> _Aim of the task_:
Search each line of the data for the word "bottom"; copy every line where it is found.

> _Extracted data_:
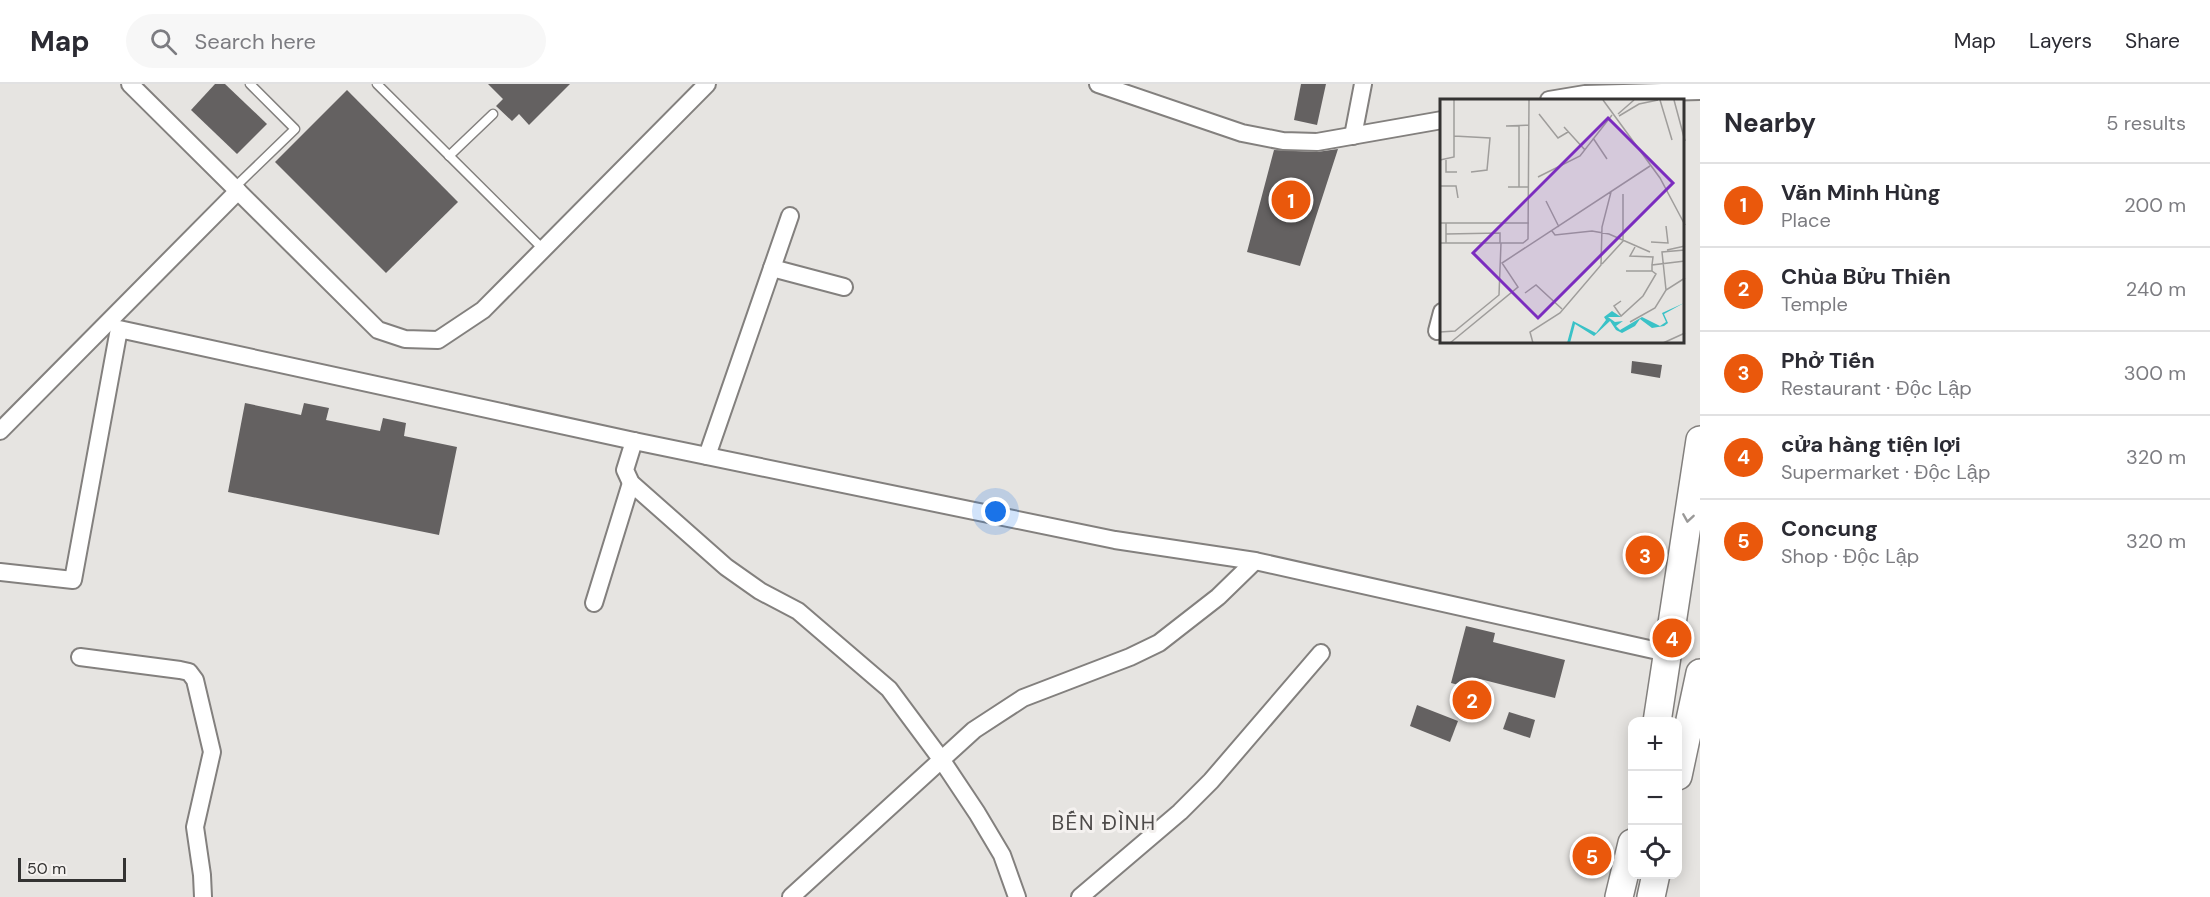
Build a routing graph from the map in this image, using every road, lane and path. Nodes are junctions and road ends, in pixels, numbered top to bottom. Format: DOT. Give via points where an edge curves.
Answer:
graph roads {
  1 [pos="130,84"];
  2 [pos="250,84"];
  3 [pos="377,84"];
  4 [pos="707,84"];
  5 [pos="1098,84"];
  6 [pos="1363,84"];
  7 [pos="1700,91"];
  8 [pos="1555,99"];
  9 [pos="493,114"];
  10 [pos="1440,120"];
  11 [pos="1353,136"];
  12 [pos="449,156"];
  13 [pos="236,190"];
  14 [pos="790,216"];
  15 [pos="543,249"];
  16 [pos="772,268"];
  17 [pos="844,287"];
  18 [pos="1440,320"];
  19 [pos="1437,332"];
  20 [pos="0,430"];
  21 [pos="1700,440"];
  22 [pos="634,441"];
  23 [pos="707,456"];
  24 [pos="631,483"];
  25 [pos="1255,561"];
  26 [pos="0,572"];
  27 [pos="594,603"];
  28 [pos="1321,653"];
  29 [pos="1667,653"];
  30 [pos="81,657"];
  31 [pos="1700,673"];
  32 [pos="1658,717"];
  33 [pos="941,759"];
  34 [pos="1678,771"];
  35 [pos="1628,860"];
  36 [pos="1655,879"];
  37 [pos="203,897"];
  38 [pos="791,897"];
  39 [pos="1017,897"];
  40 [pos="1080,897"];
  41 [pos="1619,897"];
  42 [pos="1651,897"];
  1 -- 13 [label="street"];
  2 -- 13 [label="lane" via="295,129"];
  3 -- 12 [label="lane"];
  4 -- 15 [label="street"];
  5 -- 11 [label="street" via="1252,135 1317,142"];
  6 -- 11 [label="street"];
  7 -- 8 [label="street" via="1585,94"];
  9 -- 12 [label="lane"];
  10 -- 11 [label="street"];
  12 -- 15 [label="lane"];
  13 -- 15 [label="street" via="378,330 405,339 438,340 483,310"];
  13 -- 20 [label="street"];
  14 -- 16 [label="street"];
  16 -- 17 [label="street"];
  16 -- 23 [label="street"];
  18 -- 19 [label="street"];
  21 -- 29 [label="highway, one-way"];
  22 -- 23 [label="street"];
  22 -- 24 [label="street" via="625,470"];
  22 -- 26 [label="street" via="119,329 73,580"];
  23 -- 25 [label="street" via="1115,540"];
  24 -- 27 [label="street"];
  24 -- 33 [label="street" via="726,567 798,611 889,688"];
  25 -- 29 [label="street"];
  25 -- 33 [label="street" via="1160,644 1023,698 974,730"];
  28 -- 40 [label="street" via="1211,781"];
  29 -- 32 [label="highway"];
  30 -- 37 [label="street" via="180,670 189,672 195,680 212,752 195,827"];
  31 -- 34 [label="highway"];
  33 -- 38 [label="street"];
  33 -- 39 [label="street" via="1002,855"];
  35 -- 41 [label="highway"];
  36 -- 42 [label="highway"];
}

--

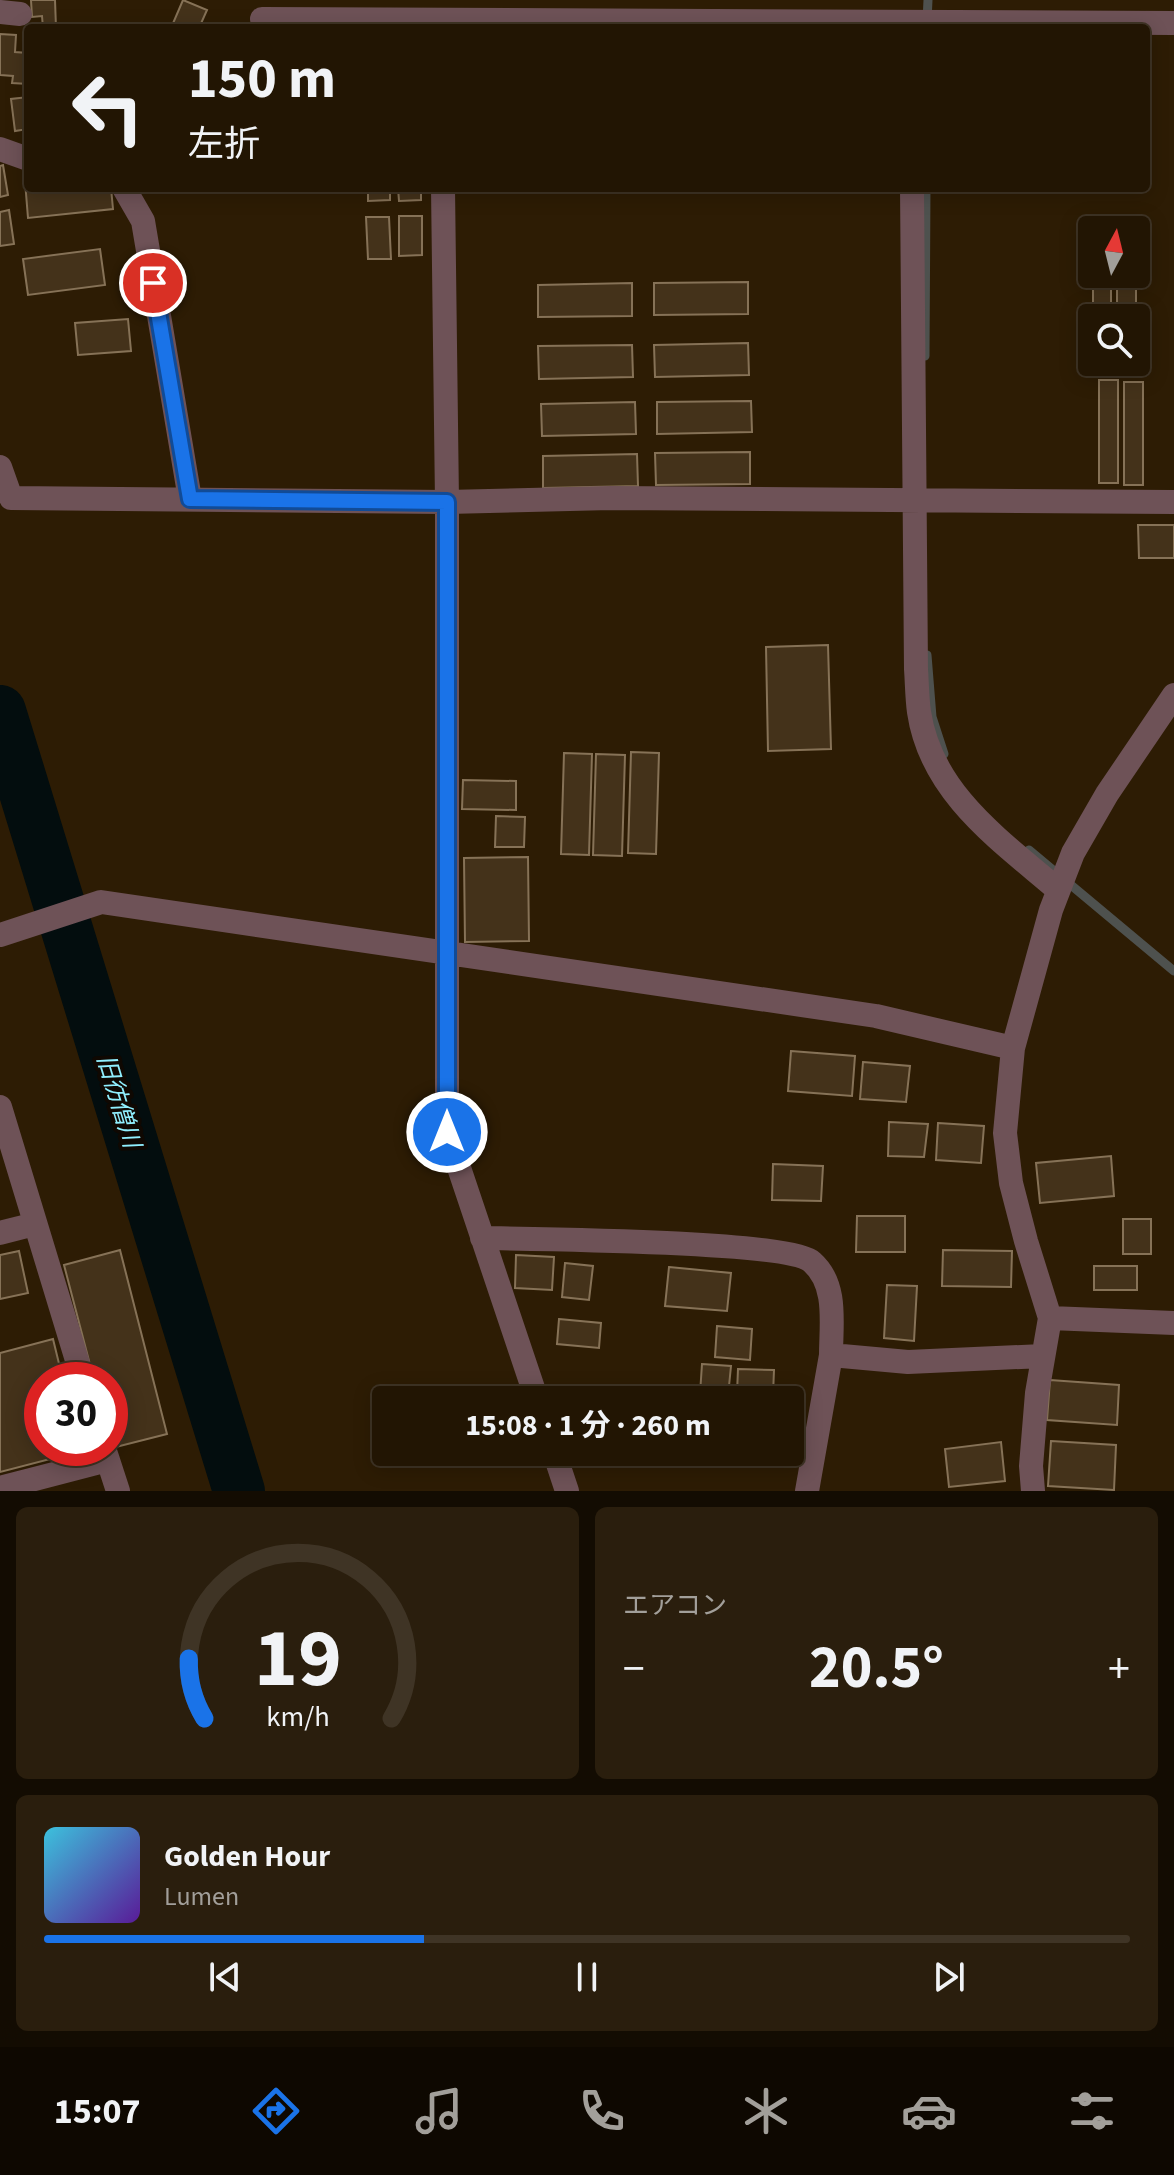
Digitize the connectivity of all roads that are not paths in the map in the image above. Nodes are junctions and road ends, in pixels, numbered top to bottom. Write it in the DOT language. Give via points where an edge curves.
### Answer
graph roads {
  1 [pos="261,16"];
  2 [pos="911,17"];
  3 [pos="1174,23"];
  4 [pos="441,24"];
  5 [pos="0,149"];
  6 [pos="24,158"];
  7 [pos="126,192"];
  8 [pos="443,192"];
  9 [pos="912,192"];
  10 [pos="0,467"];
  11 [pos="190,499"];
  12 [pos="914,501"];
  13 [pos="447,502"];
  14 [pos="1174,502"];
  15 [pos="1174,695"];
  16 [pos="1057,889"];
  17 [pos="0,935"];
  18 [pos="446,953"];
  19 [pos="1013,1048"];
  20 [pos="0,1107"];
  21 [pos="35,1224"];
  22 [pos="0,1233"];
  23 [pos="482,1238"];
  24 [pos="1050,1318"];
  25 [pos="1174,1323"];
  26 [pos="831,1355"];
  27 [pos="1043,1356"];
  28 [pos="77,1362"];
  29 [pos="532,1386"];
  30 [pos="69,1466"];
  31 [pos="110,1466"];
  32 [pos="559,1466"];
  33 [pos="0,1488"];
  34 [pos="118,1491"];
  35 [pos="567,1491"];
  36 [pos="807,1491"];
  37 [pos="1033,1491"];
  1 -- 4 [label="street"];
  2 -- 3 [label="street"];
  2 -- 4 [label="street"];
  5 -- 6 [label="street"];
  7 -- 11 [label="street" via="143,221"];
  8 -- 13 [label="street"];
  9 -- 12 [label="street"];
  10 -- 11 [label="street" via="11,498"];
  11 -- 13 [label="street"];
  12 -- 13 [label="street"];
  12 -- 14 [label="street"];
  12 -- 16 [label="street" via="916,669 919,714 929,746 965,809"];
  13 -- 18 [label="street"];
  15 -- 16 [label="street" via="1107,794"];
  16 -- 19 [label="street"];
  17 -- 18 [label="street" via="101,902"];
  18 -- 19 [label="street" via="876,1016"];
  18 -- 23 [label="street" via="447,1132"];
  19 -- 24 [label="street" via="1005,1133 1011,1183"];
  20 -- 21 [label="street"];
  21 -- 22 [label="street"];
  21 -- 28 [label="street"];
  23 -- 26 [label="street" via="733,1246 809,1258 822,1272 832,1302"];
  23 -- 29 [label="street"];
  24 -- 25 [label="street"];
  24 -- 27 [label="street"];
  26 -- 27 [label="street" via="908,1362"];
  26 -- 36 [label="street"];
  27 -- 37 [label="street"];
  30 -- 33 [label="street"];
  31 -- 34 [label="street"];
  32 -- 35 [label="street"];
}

> _Response for this exercise_:
Build a routing graph from the map in this image, using every road, lane and path. Nodes are junctions and road ends, in pixels, numbered top to bottom. Format: DOT. Give via points where an edge curves.
Digitize the connectivity of all roads that are not paths in the map in the image above. Nodes are junctions and road ends, in pixels, numbered top to bottom. Write it in the DOT language. Give via points where an edge curves.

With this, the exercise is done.